I love your phrase '3 year milestone'. What a great thing! I will borrow this beautiful phrase for myself and count my own milestones. I'm so happy for you that you're in complete remission. Thanks for sharing your story. 

Warm wishes,

Dots

Fantastic Tarilan!

My situation is similar, though my consultant has never mentioned a 3 year milestone! No matter, my excellent team dragged me through the melanoma surgery, pills, tests & scans which led to just one round of IpiNivo. They wouldn't give me anymore! The full story is in my profile.

But that's 4 years ago this autumn.  I'm working (in a physical job), sailing and leading a full life with just a few issues following my body's reaction to treatment. My last scan results this month scan show no change /stable & thats good.

I hope my story gives some encouragement too.

Best

J

Hi Reading this has made me feel a bit better as I'm waiting for slnb groin results its been a month since surgery I had my on side of foot had to have skin graft and slnb groin I'm still recovering and anxious about results mines stage 2 at moment.

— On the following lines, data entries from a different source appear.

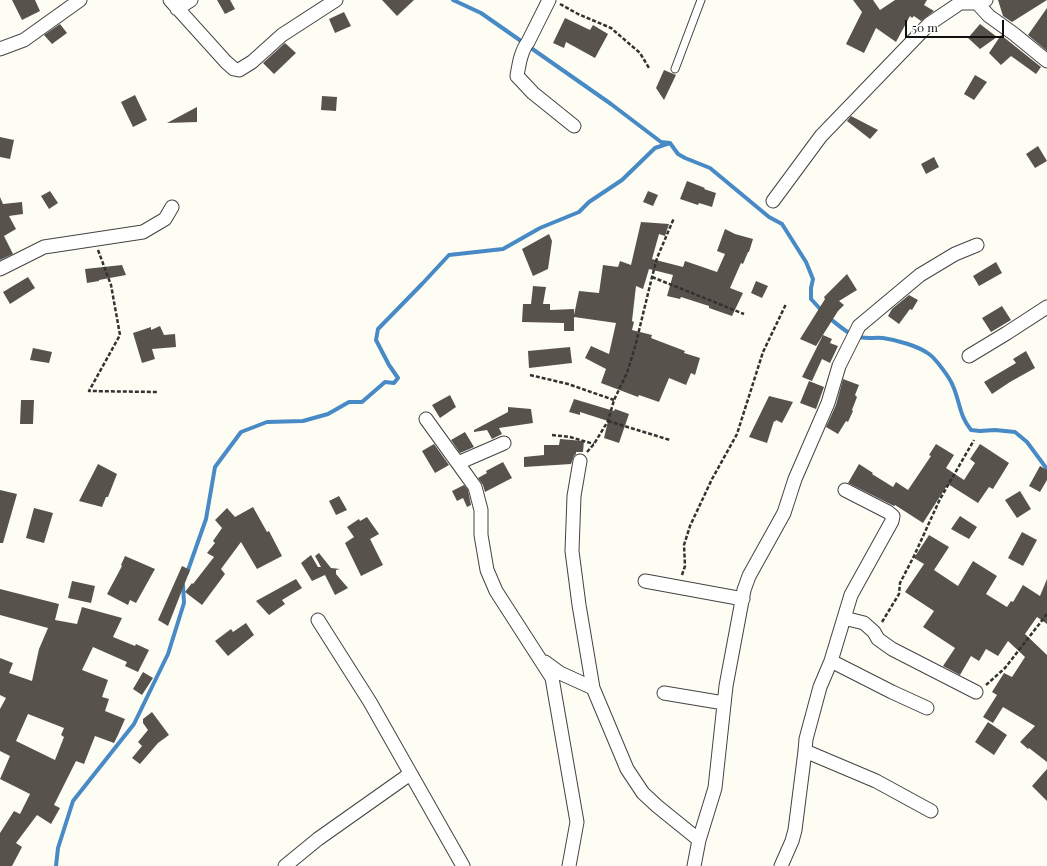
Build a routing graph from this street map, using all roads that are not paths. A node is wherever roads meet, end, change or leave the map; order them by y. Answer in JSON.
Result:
{"nodes":[{"id":1,"x":80,"y":0,"type":"edge"},
{"id":2,"x":191,"y":0,"type":"edge"},
{"id":3,"x":336,"y":0,"type":"edge"},
{"id":4,"x":701,"y":0,"type":"edge"},
{"id":5,"x":554,"y":2,"type":"edge"},
{"id":6,"x":955,"y":2,"type":"edge"},
{"id":7,"x":981,"y":2,"type":"edge"},
{"id":8,"x":174,"y":5,"type":"edge"},
{"id":9,"x":0,"y":49,"type":"edge"},
{"id":10,"x":1047,"y":61,"type":"edge"},
{"id":11,"x":675,"y":70,"type":"dead end"},
{"id":12,"x":574,"y":126,"type":"dead end"},
{"id":13,"x":773,"y":201,"type":"dead end"},
{"id":14,"x":172,"y":208,"type":"dead end"},
{"id":15,"x":977,"y":245,"type":"dead end"},
{"id":16,"x":0,"y":270,"type":"edge"},
{"id":17,"x":1047,"y":307,"type":"edge"},
{"id":18,"x":969,"y":356,"type":"dead end"},
{"id":19,"x":426,"y":419,"type":"dead end"},
{"id":20,"x":504,"y":443,"type":"dead end"},
{"id":21,"x":580,"y":461,"type":"road end"},
{"id":22,"x":458,"y":463,"type":"junction"},
{"id":23,"x":845,"y":490,"type":"dead end"},
{"id":24,"x":645,"y":581,"type":"dead end"},
{"id":25,"x":743,"y":599,"type":"junction"},
{"id":26,"x":844,"y":618,"type":"junction"},
{"id":27,"x":318,"y":620,"type":"dead end"},
{"id":28,"x":539,"y":657,"type":"junction"},
{"id":29,"x":831,"y":661,"type":"junction"},
{"id":30,"x":592,"y":688,"type":"junction"},
{"id":31,"x":976,"y":692,"type":"road end"},
{"id":32,"x":664,"y":693,"type":"dead end"},
{"id":33,"x":724,"y":703,"type":"junction"},
{"id":34,"x":927,"y":708,"type":"dead end"},
{"id":35,"x":805,"y":751,"type":"junction"},
{"id":36,"x":410,"y":774,"type":"junction"},
{"id":37,"x":931,"y":811,"type":"dead end"},
{"id":38,"x":699,"y":840,"type":"junction"},
{"id":39,"x":285,"y":866,"type":"edge"},
{"id":40,"x":463,"y":866,"type":"edge"},
{"id":41,"x":568,"y":866,"type":"edge"},
{"id":42,"x":694,"y":866,"type":"edge"},
{"id":43,"x":781,"y":866,"type":"edge"}],
"edges":[{"from":1,"to":9,"type":"street"},
{"from":2,"to":8,"type":"street"},
{"from":3,"to":8,"type":"street"},
{"from":4,"to":11,"type":"lane"},
{"from":5,"to":12,"type":"street"},
{"from":6,"to":7,"type":"street"},
{"from":6,"to":13,"type":"street"},
{"from":7,"to":10,"type":"street"},
{"from":14,"to":16,"type":"street"},
{"from":15,"to":25,"type":"street"},
{"from":17,"to":18,"type":"street"},
{"from":19,"to":22,"type":"street"},
{"from":20,"to":22,"type":"street"},
{"from":21,"to":30,"type":"street"},
{"from":22,"to":28,"type":"street"},
{"from":23,"to":26,"type":"street"},
{"from":24,"to":25,"type":"street"},
{"from":25,"to":33,"type":"street"},
{"from":26,"to":29,"type":"street"},
{"from":26,"to":31,"type":"street"},
{"from":27,"to":36,"type":"street"},
{"from":28,"to":30,"type":"street"},
{"from":28,"to":41,"type":"street"},
{"from":29,"to":34,"type":"street"},
{"from":29,"to":35,"type":"street"},
{"from":30,"to":38,"type":"street"},
{"from":32,"to":33,"type":"street"},
{"from":33,"to":38,"type":"street"},
{"from":35,"to":37,"type":"street"},
{"from":35,"to":43,"type":"street"},
{"from":36,"to":39,"type":"street"},
{"from":36,"to":40,"type":"street"},
{"from":38,"to":42,"type":"street"}]}
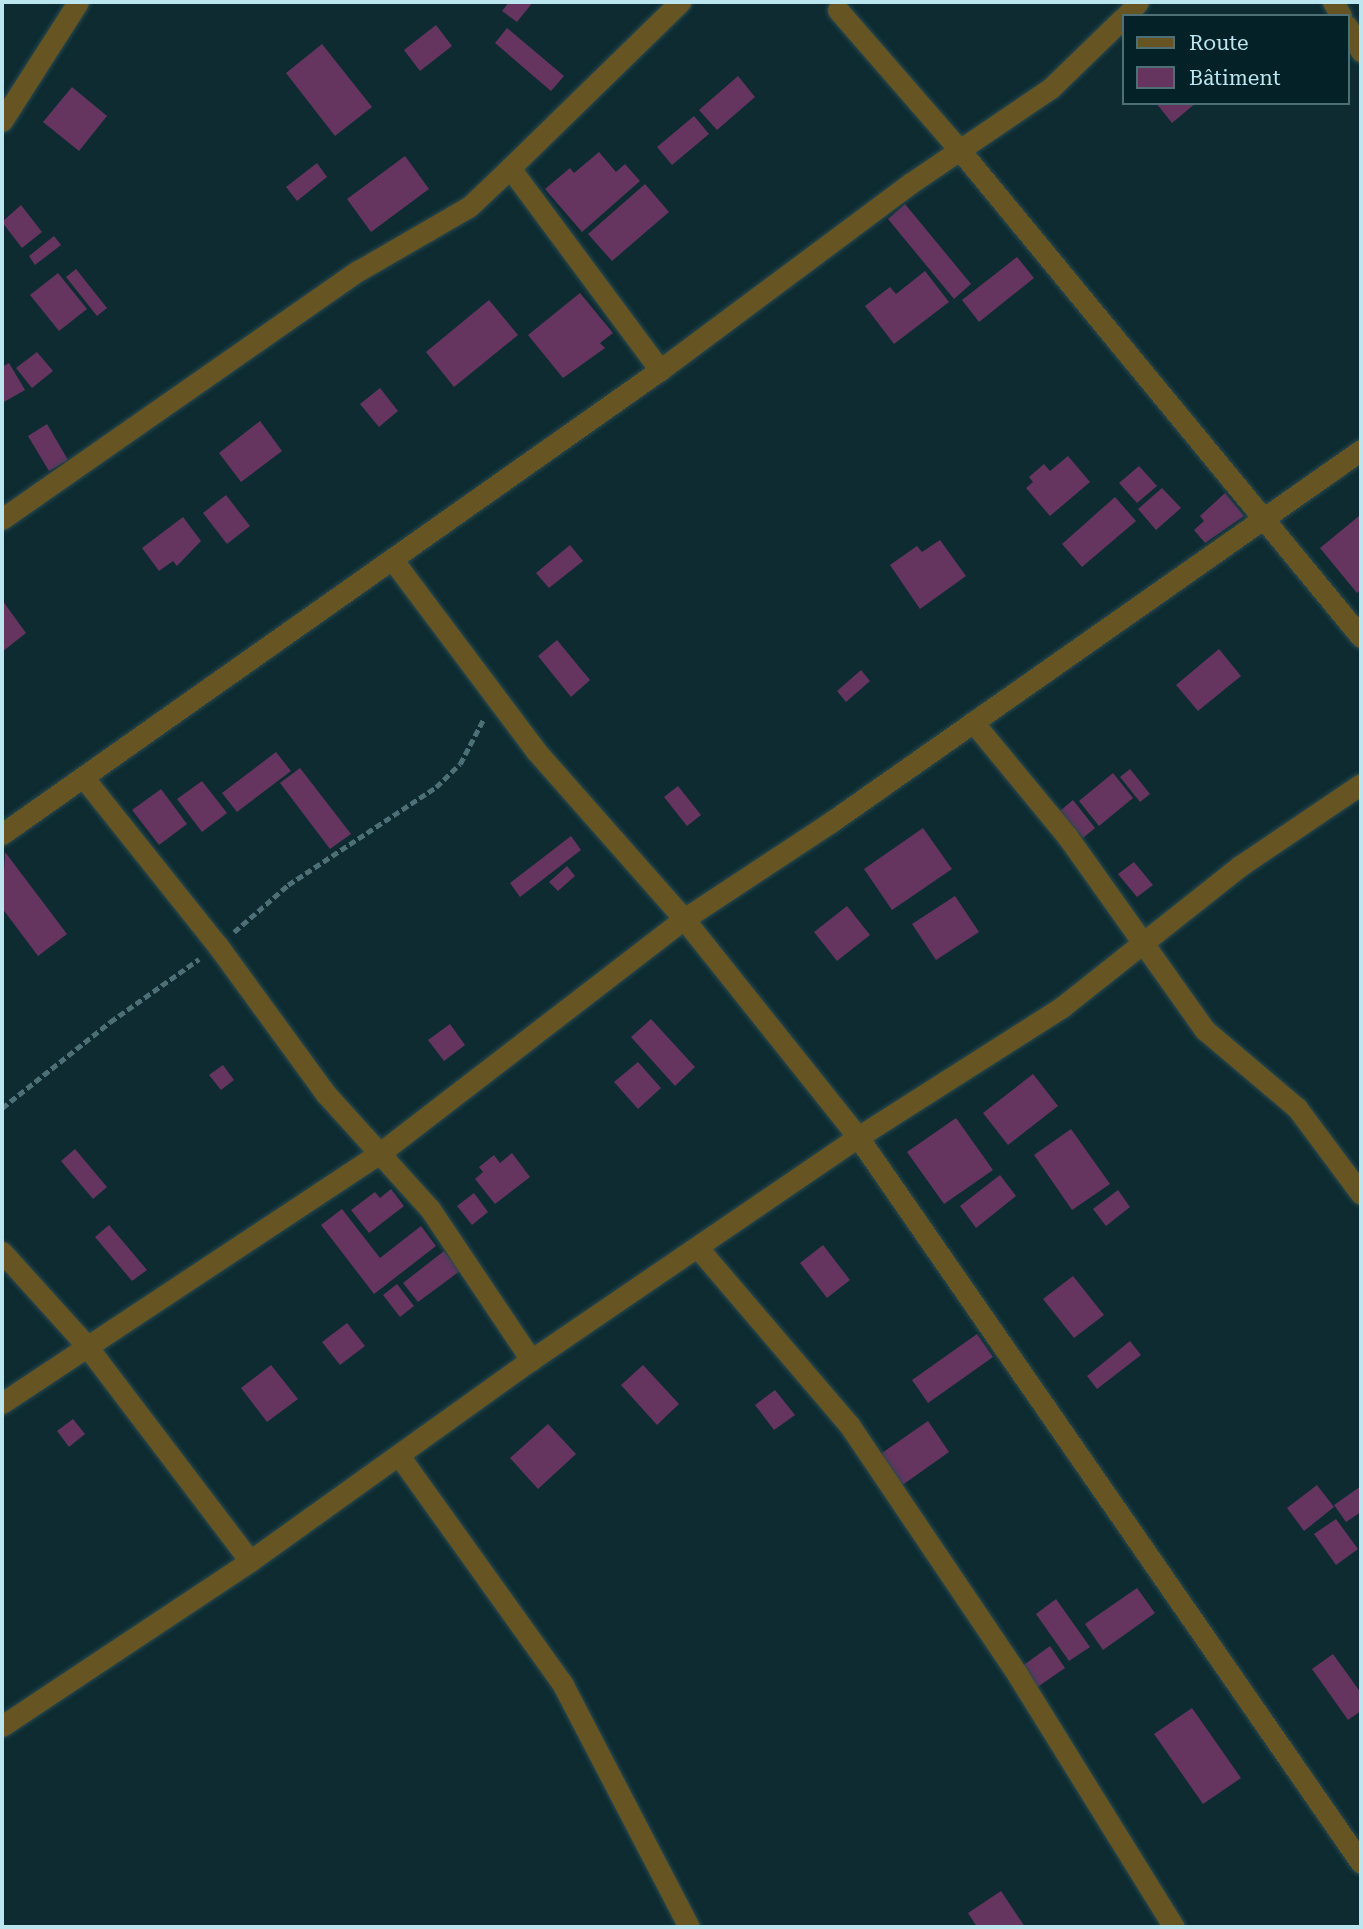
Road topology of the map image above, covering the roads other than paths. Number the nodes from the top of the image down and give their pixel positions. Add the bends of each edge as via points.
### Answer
1 (78, 2) edge
2 (681, 2) edge
3 (838, 10) dead end
4 (1122, 19) edge
5 (1349, 30) edge
6 (1361, 51) edge
7 (2, 121) edge
8 (959, 149) junction
9 (510, 168) junction
10 (660, 370) junction
11 (1361, 450) edge
12 (2, 519) edge
13 (1264, 520) junction
14 (392, 559) junction
15 (1361, 637) edge
16 (973, 722) junction
17 (83, 777) junction
18 (1361, 784) edge
19 (2, 834) edge
20 (684, 919) junction
21 (1142, 941) junction
22 (858, 1137) junction
23 (380, 1153) junction
24 (1361, 1194) edge
25 (698, 1248) junction
26 (2, 1252) edge
27 (86, 1345) junction
28 (531, 1360) junction
29 (2, 1403) edge
30 (400, 1457) junction
31 (250, 1561) junction
32 (2, 1726) edge
33 (1361, 1863) edge
34 (689, 1927) edge
35 (1174, 1927) edge

1 - 7 street
2 - 9 street
3 - 8 street
4 - 8 street via 1051,88
5 - 6 street
8 - 10 street
8 - 13 street
9 - 10 street
9 - 12 street via 470,206 358,271
10 - 14 street
11 - 13 street
13 - 15 street
13 - 16 street
14 - 17 street
14 - 20 street via 536,751
16 - 20 street
16 - 21 street via 1067,836
17 - 19 street
17 - 23 street via 218,946 326,1094
18 - 21 street via 1240,866
20 - 22 street
20 - 23 street
21 - 22 street via 1105,977 1062,1007
21 - 24 street via 1205,1030 1297,1108
22 - 25 street
22 - 33 street
23 - 27 street via 174,1292
23 - 28 street via 430,1209
25 - 28 street
25 - 35 street via 850,1426 1017,1674
26 - 27 street
27 - 29 street
27 - 31 street
28 - 30 street
30 - 31 street
30 - 34 street via 563,1685
31 - 32 street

What amazing news, so happy for you and long may it continue! I was diagnosed stage 4 in December 2022, I've had 3 rounds of ipi/nivo which the scan showed had reduced the cancer to practically nothing. I've then had two rounds of single dose nivo which was stopped in July because of low cortisol levels so I was on steroids for two months. Another scan has showed that the cancer has shrunk even more though so I've had really good results. Seeing the consultant next week to hopefully get a date for going back on the immunotherapy. 

When I was diagnosed they told me it wasn't curable but in rare cases the immunotherapy can get rid of it completely which is what I've always been aiming for and your story makes that scenario more likely so thank you for that! I've got twin girls who have just turned 13 so it's all about them and making sure life is as normal as possible which most days now I can do, but I can't wait for the day I can tell them it's completely gone!!!!